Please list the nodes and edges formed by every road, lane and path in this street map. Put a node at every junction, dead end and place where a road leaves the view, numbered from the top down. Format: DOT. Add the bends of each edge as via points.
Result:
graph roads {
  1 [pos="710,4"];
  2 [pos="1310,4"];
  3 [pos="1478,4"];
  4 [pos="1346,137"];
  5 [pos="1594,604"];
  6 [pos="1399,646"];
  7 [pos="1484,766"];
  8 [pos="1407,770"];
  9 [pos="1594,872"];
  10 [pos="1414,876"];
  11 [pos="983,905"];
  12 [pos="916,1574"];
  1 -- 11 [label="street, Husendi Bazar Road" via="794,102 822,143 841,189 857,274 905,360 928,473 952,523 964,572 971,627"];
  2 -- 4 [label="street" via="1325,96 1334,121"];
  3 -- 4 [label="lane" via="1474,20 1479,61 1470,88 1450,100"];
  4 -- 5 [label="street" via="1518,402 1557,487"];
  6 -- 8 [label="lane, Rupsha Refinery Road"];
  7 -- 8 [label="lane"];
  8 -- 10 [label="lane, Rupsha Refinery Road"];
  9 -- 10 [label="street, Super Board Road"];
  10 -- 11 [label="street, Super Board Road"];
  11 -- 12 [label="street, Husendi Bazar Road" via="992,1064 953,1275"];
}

_To do_.
The material should be transcribed in full, character for character.

_Solution below_.
Please list the nodes and edges formed by every road, lane and path in this street map. Put a node at every junction, dead end and place where a road leaves the view, numbered from the top down. Format: DOT. Add the bends of each edge as via points.
Result:
graph roads {
  1 [pos="710,4"];
  2 [pos="1310,4"];
  3 [pos="1478,4"];
  4 [pos="1346,137"];
  5 [pos="1594,604"];
  6 [pos="1399,646"];
  7 [pos="1484,766"];
  8 [pos="1407,770"];
  9 [pos="1594,872"];
  10 [pos="1414,876"];
  11 [pos="983,905"];
  12 [pos="916,1574"];
  1 -- 11 [label="street, Husendi Bazar Road" via="794,102 822,143 841,189 857,274 905,360 928,473 952,523 964,572 971,627"];
  2 -- 4 [label="street" via="1325,96 1334,121"];
  3 -- 4 [label="lane" via="1474,20 1479,61 1470,88 1450,100"];
  4 -- 5 [label="street" via="1518,402 1557,487"];
  6 -- 8 [label="lane, Rupsha Refinery Road"];
  7 -- 8 [label="lane"];
  8 -- 10 [label="lane, Rupsha Refinery Road"];
  9 -- 10 [label="street, Super Board Road"];
  10 -- 11 [label="street, Super Board Road"];
  11 -- 12 [label="street, Husendi Bazar Road" via="992,1064 953,1275"];
}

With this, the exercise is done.